Waldläufer und Wagenräder

FILMREIHE Rechtzeitig zum Start ihres Öko-Thrillers „Night Moves“ laufen in Hamburg drei ältere Filme von Kelly Reichardt. Alle drei spielen in Oregon

Grün. Tiefes, feuchtes Grün. Gäbe es sonst keine Gründe dafür, sich „Old Joy“ anzusehen, Kelly Reichardts zweiten Spielfilm, dann bliebe immer noch dieser: Er ist ein perfektes Gegenmittel, wenn der norddeutsche Sommer da draußen mal wieder gar zu drückend ist. Zwei Freunde, Mark und Kurt, einander ein wenig abhandengekommen, gehen noch einmal zusammen in den Wald, eine heiße Quelle aufsuchen zwischen plätschernden Bächen und bemoosten Baumstämmen.

Eine wichtige Rolle kommt dem Schauplatz zu: dem US-Bundesstaat Oregon, regenverhangen und reich an uralten Wäldern. Regisseurin Reichardt meint nicht bloß Landschaft und Vegetation, wenn sie von „Oregoness“ spricht: Oregon ist nicht zuletzt ein alternatives Biotop, und als solches jeweils umso wichtiger gewesen, je konservativer etwa die US-Präsidenten sich positionierten.

Hier im pazifischen Nordwesten scheinen Lebensweisen und Charaktere florieren zu können, für die es vielerorts sonst im Land nicht mal Nischen gibt – auch davon erzählen Reichardts Filme. Ihr jüngster Film startet nächste Woche, „Night Moves“, ein unorthodoxer Thriller um radikale Umweltschützer mit richtigen Stars.

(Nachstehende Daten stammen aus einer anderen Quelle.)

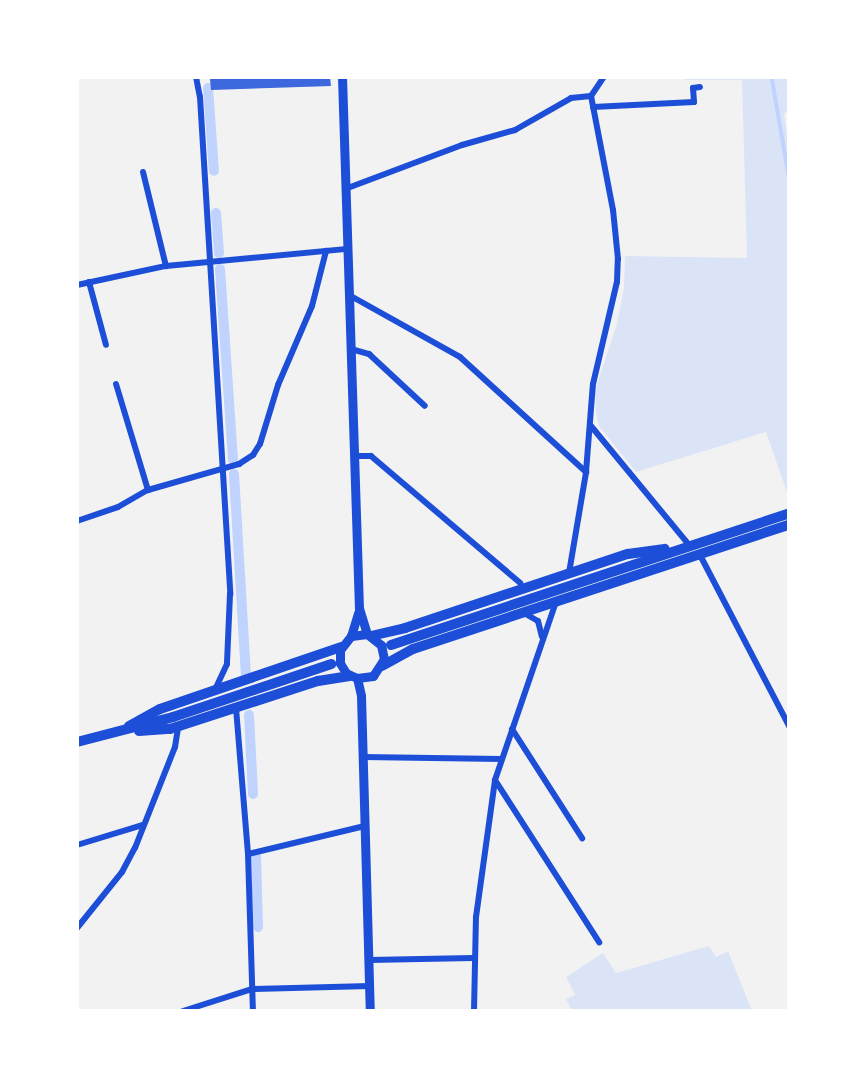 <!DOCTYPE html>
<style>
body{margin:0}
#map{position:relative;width:866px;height:1088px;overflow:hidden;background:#f2f2f2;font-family:"Noto Sans",sans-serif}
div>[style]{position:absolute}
.green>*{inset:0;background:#dbe4f7}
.stream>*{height:3.5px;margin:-1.75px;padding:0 1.75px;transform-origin:1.75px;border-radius:1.75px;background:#bfd3fe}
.canal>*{height:10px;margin:-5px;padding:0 5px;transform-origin:5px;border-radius:5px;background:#bfd3fe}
.building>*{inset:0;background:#3d67dc}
.minor>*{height:6px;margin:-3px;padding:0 3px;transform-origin:3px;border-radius:3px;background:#1d4ed8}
.secondary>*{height:9px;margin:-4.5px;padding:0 4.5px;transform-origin:4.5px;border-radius:4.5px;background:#1d4ed8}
.primary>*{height:10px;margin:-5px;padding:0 5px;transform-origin:5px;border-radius:5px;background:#1d4ed8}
span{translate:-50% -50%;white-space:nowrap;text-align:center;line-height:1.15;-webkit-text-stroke:5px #fff;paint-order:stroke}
.frame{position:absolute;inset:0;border:79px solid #fff;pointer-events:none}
</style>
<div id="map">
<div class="green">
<div style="clip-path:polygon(685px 77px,789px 77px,789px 112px,784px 113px,789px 150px,789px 498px,766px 432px,636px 472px,599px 426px,596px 412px,595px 390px,617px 324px,624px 288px,625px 256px,747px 258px,742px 80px,685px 80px)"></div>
<div style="clip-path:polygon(709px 946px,716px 957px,728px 951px,752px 1011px,572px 1011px,566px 999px,575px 995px,566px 977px,603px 953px,616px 973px)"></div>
</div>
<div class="stream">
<div style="left:772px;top:77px;width:99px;rotate:80.2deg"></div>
</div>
<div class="canal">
<div style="left:208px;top:88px;width:83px;rotate:85.9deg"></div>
<div style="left:216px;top:213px;width:40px;rotate:85.7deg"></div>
<div style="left:220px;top:269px;width:191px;rotate:86.1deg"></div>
<div style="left:234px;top:474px;width:202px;rotate:86.6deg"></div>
<div style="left:249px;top:715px;width:79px;rotate:87.1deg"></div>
<div style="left:256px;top:857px;width:70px;rotate:88.4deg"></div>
</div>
<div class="building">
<div style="clip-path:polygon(330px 77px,331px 86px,211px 90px,210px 79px,205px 78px)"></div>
</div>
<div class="minor">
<div style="left:196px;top:77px;width:20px;rotate:79deg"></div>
<div style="left:200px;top:97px;width:498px;rotate:86.5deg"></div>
<div style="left:230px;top:594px;width:70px;rotate:92.5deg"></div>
<div style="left:227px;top:664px;width:29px;rotate:115deg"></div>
<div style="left:593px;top:107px;width:101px;rotate:-2.8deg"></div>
<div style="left:694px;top:102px;width:14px;rotate:-94deg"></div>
<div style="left:693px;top:88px;width:7px;rotate:-8deg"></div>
<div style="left:143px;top:172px;width:97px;rotate:76.3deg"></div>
<div style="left:345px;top:189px;width:125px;rotate:-20.6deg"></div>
<div style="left:462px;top:145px;width:55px;rotate:-15.8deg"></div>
<div style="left:515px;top:130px;width:64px;rotate:-29.7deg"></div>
<div style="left:571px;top:98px;width:20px;rotate:-6deg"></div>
<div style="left:89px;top:282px;width:65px;rotate:74.9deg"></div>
<div style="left:77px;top:285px;width:91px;rotate:-12.1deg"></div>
<div style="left:166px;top:266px;width:182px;rotate:-5.4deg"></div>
<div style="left:349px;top:295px;width:127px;rotate:29.2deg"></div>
<div style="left:460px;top:357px;width:171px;rotate:42.4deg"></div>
<div style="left:351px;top:349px;width:19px;rotate:16deg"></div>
<div style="left:369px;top:354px;width:76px;rotate:42.9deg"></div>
<div style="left:116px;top:384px;width:111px;rotate:73.2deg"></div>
<div style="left:591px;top:426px;width:156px;rotate:50.5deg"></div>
<div style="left:354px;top:456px;width:17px"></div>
<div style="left:371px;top:456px;width:196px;rotate:40.4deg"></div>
<div style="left:77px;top:521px;width:43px;rotate:-18.9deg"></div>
<div style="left:118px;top:507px;width:34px;rotate:-30deg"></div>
<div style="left:148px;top:490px;width:95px;rotate:-15.9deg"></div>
<div style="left:239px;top:464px;width:17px;rotate:-33deg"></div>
<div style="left:253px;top:455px;width:13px;rotate:-58deg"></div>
<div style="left:260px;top:444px;width:62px;rotate:-73deg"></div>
<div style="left:278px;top:385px;width:86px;rotate:-66.7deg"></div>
<div style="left:312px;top:306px;width:57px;rotate:-75.7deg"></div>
<div style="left:700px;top:555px;width:193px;rotate:62.5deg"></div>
<div style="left:569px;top:573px;width:102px;rotate:-80.4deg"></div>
<div style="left:586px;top:472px;width:88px;rotate:-85.5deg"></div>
<div style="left:593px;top:384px;width:105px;rotate:-76.8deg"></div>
<div style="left:617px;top:282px;width:23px;rotate:-88deg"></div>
<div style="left:618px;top:259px;width:49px;rotate:-95.8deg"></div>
<div style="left:613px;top:210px;width:116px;rotate:-100.9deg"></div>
<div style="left:591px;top:96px;width:23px;rotate:-56deg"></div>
<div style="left:524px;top:613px;width:16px;rotate:30deg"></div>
<div style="left:538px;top:621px;width:16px;rotate:76deg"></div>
<div style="left:236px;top:708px;width:146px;rotate:85.3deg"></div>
<div style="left:248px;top:854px;width:157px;rotate:88.2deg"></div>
<div style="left:512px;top:729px;width:130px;rotate:57.3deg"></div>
<div style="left:363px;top:757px;width:138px;rotate:0.8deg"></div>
<div style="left:495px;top:780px;width:193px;rotate:57.3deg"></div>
<div style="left:77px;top:845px;width:69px;rotate:-16.9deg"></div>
<div style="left:248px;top:854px;width:120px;rotate:-13.5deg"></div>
<div style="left:77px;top:928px;width:72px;rotate:-51.2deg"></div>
<div style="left:122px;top:872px;width:27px;rotate:-62deg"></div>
<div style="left:135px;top:848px;width:109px;rotate:-68.4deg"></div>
<div style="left:175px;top:747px;width:20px;rotate:-81deg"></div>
<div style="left:369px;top:960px;width:104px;rotate:-1.1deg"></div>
<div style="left:183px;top:1011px;width:72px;rotate:-17.7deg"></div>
<div style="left:252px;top:989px;width:118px;rotate:-1.5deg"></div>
<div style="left:474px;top:1011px;width:94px;rotate:-88.8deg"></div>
<div style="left:476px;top:917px;width:138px;rotate:-82.1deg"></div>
<div style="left:495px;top:780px;width:188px;rotate:-71.1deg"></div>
</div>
<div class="secondary">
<div style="left:342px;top:77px;width:531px;rotate:88.17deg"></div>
<div style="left:359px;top:608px;width:27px;rotate:73deg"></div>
<div style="left:351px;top:636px;width:16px;rotate:-7deg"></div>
<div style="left:367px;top:634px;width:18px;rotate:38deg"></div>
<div style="left:381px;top:645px;width:14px;rotate:78deg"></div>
<div style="left:384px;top:659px;width:20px;rotate:123deg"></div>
<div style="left:373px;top:676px;width:16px;rotate:173deg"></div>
<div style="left:357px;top:678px;width:12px;rotate:-156deg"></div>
<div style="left:346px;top:673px;width:12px;rotate:-121deg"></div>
<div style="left:340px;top:663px;width:13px;rotate:-90deg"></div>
<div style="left:340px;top:650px;width:18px;rotate:-52deg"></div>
<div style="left:351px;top:636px;width:24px;rotate:-73deg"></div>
<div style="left:357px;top:678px;width:18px;rotate:77deg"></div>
<div style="left:361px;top:696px;width:315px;rotate:88.4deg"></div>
</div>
<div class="primary">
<div style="left:371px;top:636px;width:35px;rotate:-13deg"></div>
<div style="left:405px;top:628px;width:235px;rotate:-18.4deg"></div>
<div style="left:628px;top:554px;width:37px;rotate:-8deg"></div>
<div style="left:391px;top:645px;width:419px;rotate:-18.3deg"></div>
<div style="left:382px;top:666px;width:35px;rotate:-29deg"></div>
<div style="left:413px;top:649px;width:396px;rotate:-18.3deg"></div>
<div style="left:129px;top:726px;width:35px;rotate:-29deg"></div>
<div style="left:160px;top:709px;width:191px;rotate:-18.9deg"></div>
<div style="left:139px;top:731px;width:31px;rotate:-4deg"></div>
<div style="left:170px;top:729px;width:156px;rotate:-18deg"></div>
<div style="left:318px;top:681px;width:32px;rotate:-9deg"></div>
<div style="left:77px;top:742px;width:99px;rotate:-14.6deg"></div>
<div style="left:173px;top:717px;width:167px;rotate:-18.5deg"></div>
</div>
<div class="frame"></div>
</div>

„Old Joy“ handelte 2006 von Sinnsuche und Entfremdung nicht mehr ganz junger Collegefreunde, und im Gesicht von Hauptdarsteller Will Oldham – eigentlich als Songwriter bekannt – ertrug man sogar den Hipster-Vollbart. Zwei Jahre später ging es dann um’s Prekariat: „Wendy and Lucy“ ist ein Road-Movie, in dem die äußere Reise der Hauptfigur – die eigentlich nach Alaska will – ins Stocken gerät, weil ihr Auto alt ist und das Geld knapp. Auch dieser Film basiert auf einer Geschichte von Jon Raymond, und auch hier ist der Gegensatz zwischen Natur und Zivilisation (oder: Technik) von Bedeutung. Mehr noch als im teils verträumten „Old Joy“ zeigt Reichardt hier Armut und den geschotterten Hinterhof der Holzhaus-Idylle mit Veranda und Garage mit Volvo-Kombi drin.

Ein echter Ausfallschritt war dann 2010 „Meek’s Cutoff“: wieder Oregon, allerdings im Jahr 1845 – keine Autos, nicht mal Häuser. Dafür Planwagen, in denen tief religiöse Siedler mühsam das so wenig gottgegebene Land durchqueren. So ausgebleicht und staubig nun das Grün, so gelungen ist dieser postmoderne Zugriff aufs Western-Genre: kein bisschen chauvinistisch und doch durchzogen von ernstem Respekt für den Wagemut dieser kleinen Leute.  ALDI

„Old Joy“: 9. 8., 19 Uhr; 10. 8., 21.15 Uhr; „Wendy and Lucy“: 11.–13. 8., jeweils 21.15 Uhr; „Meek’s Cutoff“: 23. 8., 17 Uhr; 24. + 30. 8., 19 Uhr, Metropolis, Hamburg. „Night Moves“ startet am 14. 8.